Tsipras has totally capitulated on his earlier “red lines,” including value-added tax discounts for Greek islands in danger of depopulation and a drastic increase in the state pension age. “We are confronted with crucial decisions,” he said feebly. “We got a mandate to bring a better deal than the ultimatum that the Eurogroup gave us, but certainly not given a mandate [sic!] to take Greece out of the eurozone.” According to a London-based financial analyst, the proposals suggested by Tsipras were confusing “yet what we have seen is a giant step closer towards the creditors prior proposal which was subsequently rejected, ironically by Tsipras.”
“The advantages far outweigh the disadvantages,” a somber Angela Merkel declared, and the Bundestag will undoubtedly endorse her triumph in the forthcoming debate. “The country which we help,” she said without even naming Greece, “has shown a willingness and readiness to carry out reforms.” To keep Greek banks and economy afloat, just, some 82 billion euros ($90bn) will be made available, but there is no mention whatsoever of reducing the debt burden (an anathema in Berlin), extending maturity dates on existing Greek debts, or reprogramming them at current ECB interest rates for a fixed term.
This kind of “help” guarantees continuing agony. The Greeks had lived above their means before 2010, cooking the books and borrowing wantonly, but the lenders were equally irresponsible – their calculus was comparable somewhat to the millions of unviable mortgages all leading American banks had granted before 2008. In both cases the banks are protected.
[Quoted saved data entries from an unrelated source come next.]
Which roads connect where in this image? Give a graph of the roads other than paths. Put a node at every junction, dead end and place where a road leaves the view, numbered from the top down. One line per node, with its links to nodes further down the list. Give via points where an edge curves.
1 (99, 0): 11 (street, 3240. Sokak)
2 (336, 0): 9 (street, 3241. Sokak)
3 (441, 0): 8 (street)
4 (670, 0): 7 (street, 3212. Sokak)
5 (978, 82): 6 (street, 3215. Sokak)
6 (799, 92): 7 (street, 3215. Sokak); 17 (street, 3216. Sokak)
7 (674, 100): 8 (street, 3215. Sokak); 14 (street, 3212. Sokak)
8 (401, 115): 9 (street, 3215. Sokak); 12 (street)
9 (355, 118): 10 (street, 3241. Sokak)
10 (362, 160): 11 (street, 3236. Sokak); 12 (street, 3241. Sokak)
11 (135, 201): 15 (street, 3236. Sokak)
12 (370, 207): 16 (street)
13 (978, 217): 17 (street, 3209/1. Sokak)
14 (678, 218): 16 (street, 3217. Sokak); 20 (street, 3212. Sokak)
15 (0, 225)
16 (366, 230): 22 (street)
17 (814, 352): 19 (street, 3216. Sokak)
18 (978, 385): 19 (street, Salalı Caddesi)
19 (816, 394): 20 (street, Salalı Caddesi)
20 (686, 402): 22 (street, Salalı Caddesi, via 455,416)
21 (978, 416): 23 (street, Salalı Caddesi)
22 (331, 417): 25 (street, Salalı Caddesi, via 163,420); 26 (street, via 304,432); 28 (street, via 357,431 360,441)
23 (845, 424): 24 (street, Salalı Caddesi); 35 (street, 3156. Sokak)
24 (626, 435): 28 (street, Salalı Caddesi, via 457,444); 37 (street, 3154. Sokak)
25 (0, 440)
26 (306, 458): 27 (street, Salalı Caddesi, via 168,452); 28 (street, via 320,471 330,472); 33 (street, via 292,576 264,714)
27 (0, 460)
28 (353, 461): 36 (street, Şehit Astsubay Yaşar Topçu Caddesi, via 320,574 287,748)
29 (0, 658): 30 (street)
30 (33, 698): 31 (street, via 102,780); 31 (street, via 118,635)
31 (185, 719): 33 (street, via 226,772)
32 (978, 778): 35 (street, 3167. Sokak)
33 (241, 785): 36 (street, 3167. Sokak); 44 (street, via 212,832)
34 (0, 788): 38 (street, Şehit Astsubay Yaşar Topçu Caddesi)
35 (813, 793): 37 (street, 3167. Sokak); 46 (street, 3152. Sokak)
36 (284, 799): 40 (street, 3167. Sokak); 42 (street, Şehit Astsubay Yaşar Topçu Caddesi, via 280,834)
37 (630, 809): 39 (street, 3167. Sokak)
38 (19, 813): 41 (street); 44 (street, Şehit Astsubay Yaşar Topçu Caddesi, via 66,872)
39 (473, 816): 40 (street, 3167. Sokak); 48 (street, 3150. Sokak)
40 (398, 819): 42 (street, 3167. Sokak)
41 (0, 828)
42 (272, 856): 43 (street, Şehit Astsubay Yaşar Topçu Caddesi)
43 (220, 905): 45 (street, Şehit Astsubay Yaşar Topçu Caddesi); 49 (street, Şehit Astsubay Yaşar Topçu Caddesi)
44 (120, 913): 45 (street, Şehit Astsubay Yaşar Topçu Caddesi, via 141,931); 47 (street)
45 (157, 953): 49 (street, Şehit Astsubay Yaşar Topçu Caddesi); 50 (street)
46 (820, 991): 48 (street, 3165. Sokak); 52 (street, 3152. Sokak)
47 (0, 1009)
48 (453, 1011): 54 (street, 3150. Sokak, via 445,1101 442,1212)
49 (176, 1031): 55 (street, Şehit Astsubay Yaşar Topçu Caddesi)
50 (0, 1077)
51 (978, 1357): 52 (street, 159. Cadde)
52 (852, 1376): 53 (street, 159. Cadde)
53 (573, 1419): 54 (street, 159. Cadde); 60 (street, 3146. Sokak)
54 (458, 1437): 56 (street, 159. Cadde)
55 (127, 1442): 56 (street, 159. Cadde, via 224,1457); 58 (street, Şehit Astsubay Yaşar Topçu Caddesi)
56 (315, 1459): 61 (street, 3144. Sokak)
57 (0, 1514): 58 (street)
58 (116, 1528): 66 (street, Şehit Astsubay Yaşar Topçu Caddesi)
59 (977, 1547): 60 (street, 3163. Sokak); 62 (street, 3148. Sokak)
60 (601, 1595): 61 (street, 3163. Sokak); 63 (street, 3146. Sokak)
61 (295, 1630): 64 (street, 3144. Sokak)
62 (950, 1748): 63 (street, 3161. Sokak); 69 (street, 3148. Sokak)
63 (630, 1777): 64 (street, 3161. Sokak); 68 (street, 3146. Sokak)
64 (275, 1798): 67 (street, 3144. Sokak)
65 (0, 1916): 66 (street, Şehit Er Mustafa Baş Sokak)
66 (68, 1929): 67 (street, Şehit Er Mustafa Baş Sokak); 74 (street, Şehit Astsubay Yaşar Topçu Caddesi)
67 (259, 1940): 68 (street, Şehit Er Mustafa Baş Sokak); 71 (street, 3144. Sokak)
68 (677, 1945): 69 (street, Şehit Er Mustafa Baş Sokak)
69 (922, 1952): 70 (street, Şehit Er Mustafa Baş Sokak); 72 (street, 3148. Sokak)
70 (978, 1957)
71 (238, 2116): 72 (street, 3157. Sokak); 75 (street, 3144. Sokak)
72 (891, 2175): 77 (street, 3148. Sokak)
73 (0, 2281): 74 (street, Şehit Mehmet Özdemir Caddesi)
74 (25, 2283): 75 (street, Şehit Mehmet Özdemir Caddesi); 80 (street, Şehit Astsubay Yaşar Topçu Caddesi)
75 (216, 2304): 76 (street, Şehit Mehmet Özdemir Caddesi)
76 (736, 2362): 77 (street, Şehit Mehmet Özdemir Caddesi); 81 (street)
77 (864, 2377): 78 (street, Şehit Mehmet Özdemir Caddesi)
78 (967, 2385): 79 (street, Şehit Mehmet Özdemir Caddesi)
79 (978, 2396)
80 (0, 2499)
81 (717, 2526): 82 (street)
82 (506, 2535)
In America the taxpayers footed the bill. In Europe, however, Greece is still expected to stay the course, although repayment is a mathematical impossibility.
As part of Greece’s commitments, Frau Merkel added, a fund will be created to use the proceeds from selling off assets owned by the Greek government to help pay down the country’s debt “to the tune of” €50 billion. In other words, almost two-thirds of the “bailout” will be covered from Greece’s dwindling state-owned resources. It is an even bet that German-led consortiums will be happy to take advantage of the fire-sale of the port of Piraeus and all the rest.
As if to add insult to injury, Greece will be additionally required to seek “assistance” from the IMF, and to accept its continuous monitoring of the Greek government’s observance of the EU-dictated bailout terms. Tsipras had previously rejected an ongoing IMF role, rightly pointing out that its medicine is regularly resulting in worse outcomes than the condition it was meant to cure. In macroeconomic terms IMF’s assistance can be compared to the “fraternal assistance” extended by Leonid Brezhnev’s USSR and the rest of the “socialist camp” to Czechoslovakia in August 1968.
Why did Tsipras capitulate, when he had a clear national mandate to seek a better deal? “We gave a tough battle for six months and fought until the end in order to achieve the best we could, a deal that would allow Greece to stand on its feet,” he announced. “We faced hard decisions, tough dilemmas,” he said, and added, significantly, that the Greek authorities finally “assumed the responsibility of averting the extremist ambitions of the most conservative circles in Europe.”
So here’s the devil. Having won a general election last February and a referendum on July 4 on the pledge to defend his beleaguered county’s existential interests, Tsipras the Che Guevara afficionado has decided that saving the EU liberal-Stalinist postmodern project from “the most conservative circles in Europe” (i.e. UKIP, Marie Le Pen, Strache, Vlaamse Belang et al) has to take precedence, after all. Shame on him.